To thrive in a time of fundamental change, the Catholic healthcare ministry needs visionary, committed leaders who embrace change and values and can guide others through the difficult transitions ahead. The Catholic Health Association's (CHA's) recently completed research project Transformational Leadership for the Healing Ministry: Competencies for the Future identifies core competencies of outstanding leaders in the ministry.
Lawrence D. Prybil, regional executive and chief executive officer of the Daughters of Charity National Health System-East Central, Evansville, IN, called the transformational leadership project a "landmark work." With sweeping changes already taking place in healthcare and more on the way, he said, CHA's study comes at a critical juncture. "The project will set a precedent for the qualities and attributes we need to build toward in terms of future organizational leadership," Prybil said. The results of the study will be published in the June issue of Health Progress and released June 6 at the Catholic Health Assembly in Philadelphia.
One key competency is the ability to work well with a variety of stakeholders, said Russell Coile, president of the Health Forecasting Group, Santa Clarita, CA. As hospitals collaborate with various agencies to improve community health, he said, they "will need people who can develop a network of local relations." Hospitals will also require leaders who can forge productive relationships with physicians and insurers, Coile added.
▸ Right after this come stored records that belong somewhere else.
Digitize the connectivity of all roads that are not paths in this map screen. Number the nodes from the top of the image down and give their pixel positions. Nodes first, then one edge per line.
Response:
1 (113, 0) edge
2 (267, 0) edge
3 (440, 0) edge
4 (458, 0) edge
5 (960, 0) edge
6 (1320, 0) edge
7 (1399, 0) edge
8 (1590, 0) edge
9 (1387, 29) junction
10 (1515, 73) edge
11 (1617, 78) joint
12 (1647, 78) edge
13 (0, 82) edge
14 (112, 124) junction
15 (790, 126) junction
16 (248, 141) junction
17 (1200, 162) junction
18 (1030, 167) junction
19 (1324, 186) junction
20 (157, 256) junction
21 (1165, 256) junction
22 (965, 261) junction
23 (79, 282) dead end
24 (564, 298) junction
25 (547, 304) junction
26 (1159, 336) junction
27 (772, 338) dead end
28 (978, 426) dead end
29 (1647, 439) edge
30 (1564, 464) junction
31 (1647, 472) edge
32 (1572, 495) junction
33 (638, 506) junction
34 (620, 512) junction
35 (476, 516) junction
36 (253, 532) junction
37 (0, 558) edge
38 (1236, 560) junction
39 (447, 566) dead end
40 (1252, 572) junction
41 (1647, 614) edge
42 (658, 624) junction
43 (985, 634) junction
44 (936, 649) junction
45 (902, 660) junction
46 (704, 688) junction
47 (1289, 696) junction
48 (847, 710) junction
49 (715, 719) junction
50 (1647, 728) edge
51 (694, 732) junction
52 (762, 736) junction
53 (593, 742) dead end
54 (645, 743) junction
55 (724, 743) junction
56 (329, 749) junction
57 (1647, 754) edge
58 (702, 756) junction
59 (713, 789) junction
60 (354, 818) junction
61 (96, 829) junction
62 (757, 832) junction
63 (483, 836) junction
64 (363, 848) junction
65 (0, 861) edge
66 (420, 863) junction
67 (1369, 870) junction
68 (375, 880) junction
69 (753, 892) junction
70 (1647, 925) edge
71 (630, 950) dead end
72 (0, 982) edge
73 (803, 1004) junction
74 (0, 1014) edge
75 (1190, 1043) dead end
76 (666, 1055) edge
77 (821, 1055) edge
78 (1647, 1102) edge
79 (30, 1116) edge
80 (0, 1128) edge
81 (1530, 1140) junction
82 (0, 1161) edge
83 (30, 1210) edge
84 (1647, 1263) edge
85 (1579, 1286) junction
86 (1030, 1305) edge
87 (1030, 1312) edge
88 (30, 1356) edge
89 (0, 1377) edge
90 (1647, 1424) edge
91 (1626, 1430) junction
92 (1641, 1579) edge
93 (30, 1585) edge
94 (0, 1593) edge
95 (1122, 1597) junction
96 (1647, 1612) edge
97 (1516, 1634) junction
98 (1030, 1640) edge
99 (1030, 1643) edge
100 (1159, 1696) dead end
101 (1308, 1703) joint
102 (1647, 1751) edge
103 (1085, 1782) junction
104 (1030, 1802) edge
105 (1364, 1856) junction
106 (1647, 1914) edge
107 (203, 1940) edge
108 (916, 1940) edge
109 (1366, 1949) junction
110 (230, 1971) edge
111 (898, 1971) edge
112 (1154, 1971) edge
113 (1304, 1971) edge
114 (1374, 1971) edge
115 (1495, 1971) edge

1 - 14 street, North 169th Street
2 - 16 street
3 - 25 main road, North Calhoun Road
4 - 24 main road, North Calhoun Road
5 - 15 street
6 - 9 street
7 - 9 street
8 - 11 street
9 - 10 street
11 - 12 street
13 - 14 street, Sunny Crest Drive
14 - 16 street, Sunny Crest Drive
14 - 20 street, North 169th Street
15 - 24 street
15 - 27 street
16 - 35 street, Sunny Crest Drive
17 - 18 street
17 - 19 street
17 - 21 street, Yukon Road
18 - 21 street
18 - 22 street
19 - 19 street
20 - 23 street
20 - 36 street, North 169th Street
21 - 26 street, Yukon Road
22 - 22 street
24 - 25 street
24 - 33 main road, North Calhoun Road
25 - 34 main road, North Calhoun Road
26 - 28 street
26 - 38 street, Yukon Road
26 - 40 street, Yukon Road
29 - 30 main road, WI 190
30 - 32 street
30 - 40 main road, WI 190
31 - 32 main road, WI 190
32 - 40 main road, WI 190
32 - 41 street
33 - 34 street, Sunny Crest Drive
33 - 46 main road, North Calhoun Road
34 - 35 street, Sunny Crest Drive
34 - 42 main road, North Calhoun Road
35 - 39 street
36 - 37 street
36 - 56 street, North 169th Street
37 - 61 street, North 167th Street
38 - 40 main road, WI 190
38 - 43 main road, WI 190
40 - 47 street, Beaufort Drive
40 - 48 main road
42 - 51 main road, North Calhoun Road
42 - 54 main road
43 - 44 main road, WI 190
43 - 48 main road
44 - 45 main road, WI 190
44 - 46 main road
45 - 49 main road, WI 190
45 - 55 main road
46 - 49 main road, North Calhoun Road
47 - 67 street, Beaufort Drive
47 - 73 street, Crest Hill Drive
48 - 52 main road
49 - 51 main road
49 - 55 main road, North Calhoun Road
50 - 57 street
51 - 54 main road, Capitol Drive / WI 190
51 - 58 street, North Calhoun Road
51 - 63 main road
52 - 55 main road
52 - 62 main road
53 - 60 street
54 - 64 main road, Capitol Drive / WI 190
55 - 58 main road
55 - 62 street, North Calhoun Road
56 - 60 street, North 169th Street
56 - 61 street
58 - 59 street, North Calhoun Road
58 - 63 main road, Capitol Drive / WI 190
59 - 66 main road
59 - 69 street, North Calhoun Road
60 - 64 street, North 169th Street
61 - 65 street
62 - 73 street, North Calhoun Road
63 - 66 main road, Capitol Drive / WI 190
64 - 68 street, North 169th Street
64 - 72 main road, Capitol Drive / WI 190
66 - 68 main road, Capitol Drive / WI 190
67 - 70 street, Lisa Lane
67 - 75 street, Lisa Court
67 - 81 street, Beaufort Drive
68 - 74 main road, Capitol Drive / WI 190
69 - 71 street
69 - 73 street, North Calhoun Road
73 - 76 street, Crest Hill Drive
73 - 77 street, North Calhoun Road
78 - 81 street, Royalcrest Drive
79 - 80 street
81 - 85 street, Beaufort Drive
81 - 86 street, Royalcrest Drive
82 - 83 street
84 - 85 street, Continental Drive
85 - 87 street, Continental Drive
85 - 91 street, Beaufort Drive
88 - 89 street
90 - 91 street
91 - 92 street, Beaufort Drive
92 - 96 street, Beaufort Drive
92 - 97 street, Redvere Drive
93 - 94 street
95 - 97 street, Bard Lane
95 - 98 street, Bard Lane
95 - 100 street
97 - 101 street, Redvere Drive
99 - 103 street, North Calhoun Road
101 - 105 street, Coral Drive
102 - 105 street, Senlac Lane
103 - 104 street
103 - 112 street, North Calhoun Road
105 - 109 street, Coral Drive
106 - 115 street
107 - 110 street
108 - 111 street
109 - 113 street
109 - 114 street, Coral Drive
Coile and Prybil, both members of CHA's Center for Leadership Excellence Advisory Committee, emphasized that CHA's study is not intended to dictate the kinds of leaders Catholic providers should be seeking. "The point of the study is not to create an elite group but to enable CHA to help members strengthen their leadership development process," Coile said. Prybil noted that individual boards must still take responsibility for determining their organizations' leadership needs.
Although many of the core competencies that define outstanding leaders will remain the same, the challenges leaders face in the future will be different, Prybil said. "Now more than ever there is a premium on leaders who can deal with and thrive in change," he emphasized. He added that perhaps the major change leaders must negotiate is the shift from emphasizing acute care to collaborating for improved community health.
Coile stressed the need for leaders who are skilled at the kind of model building it will take to put together a new type of organization. "Leaders will have to reinvent the inside of hospitals," he said. "And they will have to transform their employees' vision of what a hospital is and does, motivating them to see change not as a threat but an opportunity."
Prybil said that his involvement with the Center for Leadership Excellence Advisory Committee has been a valuable experience in its own right. "Taking part in the planning, discussion, and evaluation of the leadership competencies project has helped me broaden my definition of the qualities and attributes needed for effective leadership," he said.
— Phil Rheinecker
An assessment tool designed to assist senior executives in their leadership development efforts will be demonstrated at the annual Catholic Health Assembly in June.
The assessment tool conforms with the competency model developed by CHA in its transformational leadership study. One application of the tool gives individuals and teams an opportunity to generate a personal and professional development profile in light of CHA's competency model. Other applications of the tool will be demonstrated at the assembly.
CHA plans to pilot the assessment service this fall.